The crops are dying, the water is rising, the heat waves are here. So what are climate deniers to do? Launch a weather channel to tell it their way. Fox News is gearing up to run their own meteorology programming with a free-speech spin on science. In advance of the launch, they’re already drumming up clicks by inciting a twitter beef with the real Weather Channel (“The Failing Weather Channel?”)— just a holdover tactic before they start 24-hour weather coverage. 24 hours! That’s a lot of time and a lot of lies! But that’s how you get Succession-rich in media.
Speaking of avoidable feuds, did you read the NYMag gossip on the kiddie fight club in Greenpoint? That neighborhood, for those far afield, happens to house the #1 elementary school in Brooklyn, and therefore also a number of invested parents who are predictably active in voicing their concerns in any venue available to them. So, when a group of kids started having parent-sanctioned play-fighting time in McGolrick Park, the parents of morally superior (read: peaceful) children had some things to say. The Facebook group “Brooklyn Baby Hui” (“A group of parents who support, inspire and empower each other in the challenge of raising children by sharing experiences, stories and resources in our neighborhoods of North Brooklyn“) sprouted endless comments about how the supervised fighting was too aggressive for some parents, whose feelings were too aggressive for the others. As for the kids doing the “problem”-fighting, they appear to be at peace.

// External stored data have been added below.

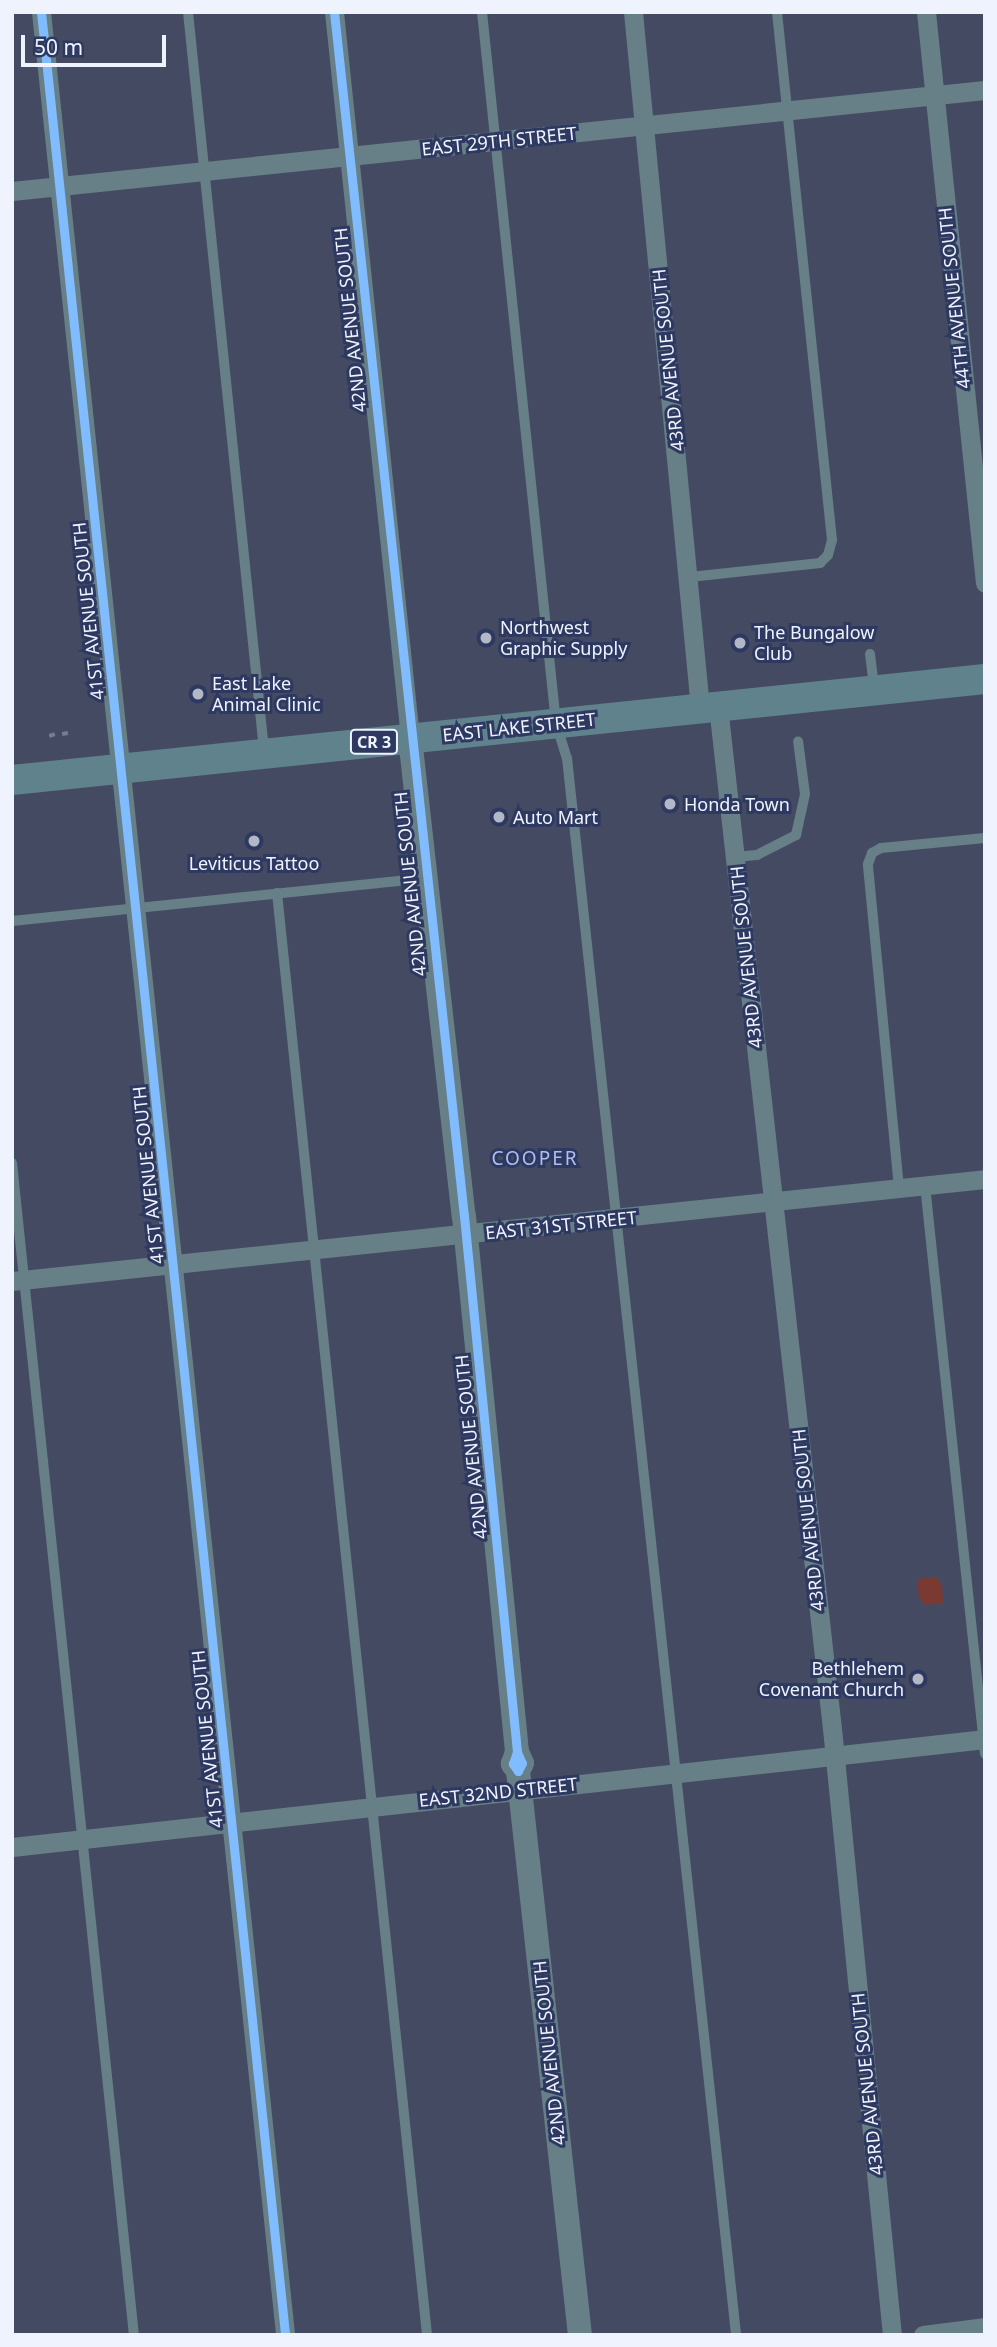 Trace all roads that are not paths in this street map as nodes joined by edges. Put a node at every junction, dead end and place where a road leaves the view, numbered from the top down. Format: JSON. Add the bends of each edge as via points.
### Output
{"nodes":[{"id":1,"x":41,"y":12,"type":"edge"},
{"id":2,"x":188,"y":12,"type":"edge"},
{"id":3,"x":334,"y":12,"type":"edge"},
{"id":4,"x":482,"y":12,"type":"edge"},
{"id":5,"x":633,"y":12,"type":"edge"},
{"id":6,"x":777,"y":12,"type":"edge"},
{"id":7,"x":926,"y":12,"type":"edge"},
{"id":8,"x":985,"y":90,"type":"edge"},
{"id":9,"x":933,"y":95,"type":"junction"},
{"id":10,"x":787,"y":110,"type":"junction"},
{"id":11,"x":644,"y":125,"type":"junction"},
{"id":12,"x":496,"y":141,"type":"junction"},
{"id":13,"x":348,"y":156,"type":"junction"},
{"id":14,"x":205,"y":171,"type":"junction"},
{"id":15,"x":60,"y":186,"type":"junction"},
{"id":16,"x":12,"y":191,"type":"edge"},
{"id":17,"x":690,"y":577,"type":"junction"},
{"id":18,"x":985,"y":583,"type":"edge"},
{"id":19,"x":870,"y":654,"type":"dead end"},
{"id":20,"x":985,"y":679,"type":"edge"},
{"id":21,"x":874,"y":690,"type":"junction"},
{"id":22,"x":709,"y":707,"type":"junction"},
{"id":23,"x":556,"y":723,"type":"junction"},
{"id":24,"x":410,"y":738,"type":"junction"},
{"id":25,"x":798,"y":741,"type":"dead end"},
{"id":26,"x":264,"y":754,"type":"junction"},
{"id":27,"x":120,"y":769,"type":"junction"},
{"id":28,"x":12,"y":780,"type":"edge"},
{"id":29,"x":985,"y":838,"type":"edge"},
{"id":30,"x":735,"y":857,"type":"junction"},
{"id":31,"x":425,"y":878,"type":"junction"},
{"id":32,"x":278,"y":893,"type":"junction"},
{"id":33,"x":136,"y":909,"type":"junction"},
{"id":34,"x":12,"y":921,"type":"edge"},
{"id":35,"x":12,"y":1163,"type":"edge"},
{"id":36,"x":985,"y":1179,"type":"edge"},
{"id":37,"x":925,"y":1185,"type":"junction"},
{"id":38,"x":900,"y":1188,"type":"junction"},
{"id":39,"x":773,"y":1201,"type":"junction"},
{"id":40,"x":616,"y":1220,"type":"junction"},
{"id":41,"x":466,"y":1235,"type":"junction"},
{"id":42,"x":316,"y":1250,"type":"junction"},
{"id":43,"x":173,"y":1265,"type":"junction"},
{"id":44,"x":19,"y":1281,"type":"edge"},
{"id":45,"x":984,"y":1744,"type":"edge"},
{"id":46,"x":834,"y":1754,"type":"junction"},
{"id":47,"x":518,"y":1771,"type":"junction"},
{"id":48,"x":674,"y":1771,"type":"junction"},
{"id":49,"x":372,"y":1807,"type":"junction"},
{"id":50,"x":232,"y":1821,"type":"junction"},
{"id":51,"x":83,"y":1837,"type":"junction"},
{"id":52,"x":12,"y":1847,"type":"edge"},
{"id":53,"x":985,"y":2328,"type":"edge"},
{"id":54,"x":134,"y":2335,"type":"edge"},
{"id":55,"x":285,"y":2335,"type":"edge"},
{"id":56,"x":427,"y":2335,"type":"edge"},
{"id":57,"x":580,"y":2335,"type":"edge"},
{"id":58,"x":736,"y":2335,"type":"edge"},
{"id":59,"x":892,"y":2335,"type":"edge"},
{"id":60,"x":923,"y":2335,"type":"edge"}],
"edges":[{"from":1,"to":15,"type":"street","name":"41ST AVENUE SOUTH"},
{"from":2,"to":14,"type":"lane"},
{"from":3,"to":13,"type":"street","name":"42ND AVENUE SOUTH"},
{"from":4,"to":12,"type":"lane"},
{"from":5,"to":11,"type":"street","name":"43RD AVENUE SOUTH"},
{"from":6,"to":10,"type":"lane"},
{"from":7,"to":9,"type":"street","name":"44TH AVENUE SOUTH"},
{"from":8,"to":9,"type":"street","name":"EAST 29TH STREET"},
{"from":9,"to":10,"type":"street","name":"EAST 29TH STREET"},
{"from":9,"to":18,"type":"street","name":"44TH AVENUE SOUTH"},
{"from":10,"to":11,"type":"street","name":"EAST 29TH STREET"},
{"from":10,"to":17,"type":"lane","via":[[832,540],[820,563]]},
{"from":11,"to":12,"type":"street","name":"EAST 29TH STREET"},
{"from":11,"to":17,"type":"street","name":"43RD AVENUE SOUTH"},
{"from":12,"to":13,"type":"street","name":"EAST 29TH STREET"},
{"from":12,"to":23,"type":"lane"},
{"from":13,"to":14,"type":"street","name":"EAST 29TH STREET"},
{"from":13,"to":24,"type":"street","name":"42ND AVENUE SOUTH"},
{"from":14,"to":15,"type":"street","name":"EAST 29TH STREET"},
{"from":14,"to":26,"type":"lane"},
{"from":15,"to":16,"type":"street","name":"EAST 29TH STREET"},
{"from":15,"to":27,"type":"street","name":"41ST AVENUE SOUTH"},
{"from":17,"to":22,"type":"street","name":"43RD AVENUE SOUTH"},
{"from":19,"to":21,"type":"lane"},
{"from":20,"to":21,"type":"main road","name":"EAST LAKE STREET","number":"CR 3"},
{"from":21,"to":22,"type":"main road","name":"EAST LAKE STREET","number":"CR 3"},
{"from":22,"to":23,"type":"main road","name":"EAST LAKE STREET","number":"CR 3"},
{"from":22,"to":30,"type":"street","name":"43RD AVENUE SOUTH"},
{"from":23,"to":24,"type":"main road","name":"EAST LAKE STREET","number":"CR 3"},
{"from":23,"to":40,"type":"lane","via":[[567,758]]},
{"from":24,"to":26,"type":"main road","name":"EAST LAKE STREET","number":"CR 3"},
{"from":24,"to":31,"type":"street","name":"42ND AVENUE SOUTH"},
{"from":25,"to":30,"type":"lane","via":[[805,794],[796,835],[757,855]]},
{"from":26,"to":27,"type":"main road","name":"EAST LAKE STREET","number":"CR 3"},
{"from":27,"to":28,"type":"main road","name":"EAST LAKE STREET","number":"CR 3"},
{"from":27,"to":33,"type":"street","name":"41ST AVENUE SOUTH"},
{"from":29,"to":38,"type":"lane","via":[[881,848],[872,853],[868,864]]},
{"from":30,"to":39,"type":"street","name":"43RD AVENUE SOUTH"},
{"from":31,"to":32,"type":"lane"},
{"from":31,"to":41,"type":"street","name":"42ND AVENUE SOUTH"},
{"from":32,"to":33,"type":"lane"},
{"from":32,"to":42,"type":"lane"},
{"from":33,"to":34,"type":"lane"},
{"from":33,"to":43,"type":"street","name":"41ST AVENUE SOUTH"},
{"from":35,"to":44,"type":"lane"},
{"from":36,"to":37,"type":"street","name":"EAST 31ST STREET"},
{"from":37,"to":38,"type":"street","name":"EAST 31ST STREET"},
{"from":37,"to":45,"type":"lane"},
{"from":38,"to":39,"type":"street","name":"EAST 31ST STREET"},
{"from":39,"to":40,"type":"street","name":"EAST 31ST STREET"},
{"from":39,"to":46,"type":"street","name":"43RD AVENUE SOUTH"},
{"from":40,"to":41,"type":"street","name":"EAST 31ST STREET"},
{"from":40,"to":48,"type":"lane"},
{"from":41,"to":42,"type":"street","name":"EAST 31ST STREET"},
{"from":41,"to":47,"type":"street","name":"42ND AVENUE SOUTH"},
{"from":42,"to":43,"type":"street","name":"EAST 31ST STREET"},
{"from":42,"to":49,"type":"lane"},
{"from":43,"to":44,"type":"street","name":"EAST 31ST STREET"},
{"from":43,"to":50,"type":"street","name":"41ST AVENUE SOUTH"},
{"from":44,"to":51,"type":"lane"},
{"from":45,"to":46,"type":"street","name":"EAST 32ND STREET"},
{"from":46,"to":48,"type":"street","name":"EAST 32ND STREET"},
{"from":46,"to":59,"type":"street","name":"43RD AVENUE SOUTH"},
{"from":47,"to":48,"type":"street","name":"EAST 32ND STREET"},
{"from":47,"to":49,"type":"street","name":"EAST 32ND STREET"},
{"from":47,"to":57,"type":"street","name":"42ND AVENUE SOUTH"},
{"from":48,"to":58,"type":"lane"},
{"from":49,"to":50,"type":"street","name":"EAST 32ND STREET"},
{"from":49,"to":56,"type":"lane"},
{"from":50,"to":51,"type":"street","name":"EAST 32ND STREET"},
{"from":50,"to":55,"type":"street","name":"41ST AVENUE SOUTH"},
{"from":51,"to":52,"type":"street","name":"EAST 32ND STREET"},
{"from":51,"to":54,"type":"lane"},
{"from":53,"to":60,"type":"street"}]}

If you like digesting online happenings such as the above, you might enjoy Dirt, a newsletter by Daisy Alioto and my buddy Kyle Chayka (who is also The New Yorker’s newest columnist, woo!). It’s a daily thing where writers talk about what they’re consuming online, from streaming TV to TikTok, and kind of dissect the mechanics of digital culture— all in a variety of forms and lengths, which makes for a fun grab-bag situation. Maybe you saw their piece on that annoying new pasta shape, or Daisy’s essay on TikTok and suburban aesthetics? No? What are you waiting for? Subscribe to Dirt now.
Lol what if Laura Ingraham was secretly vegan.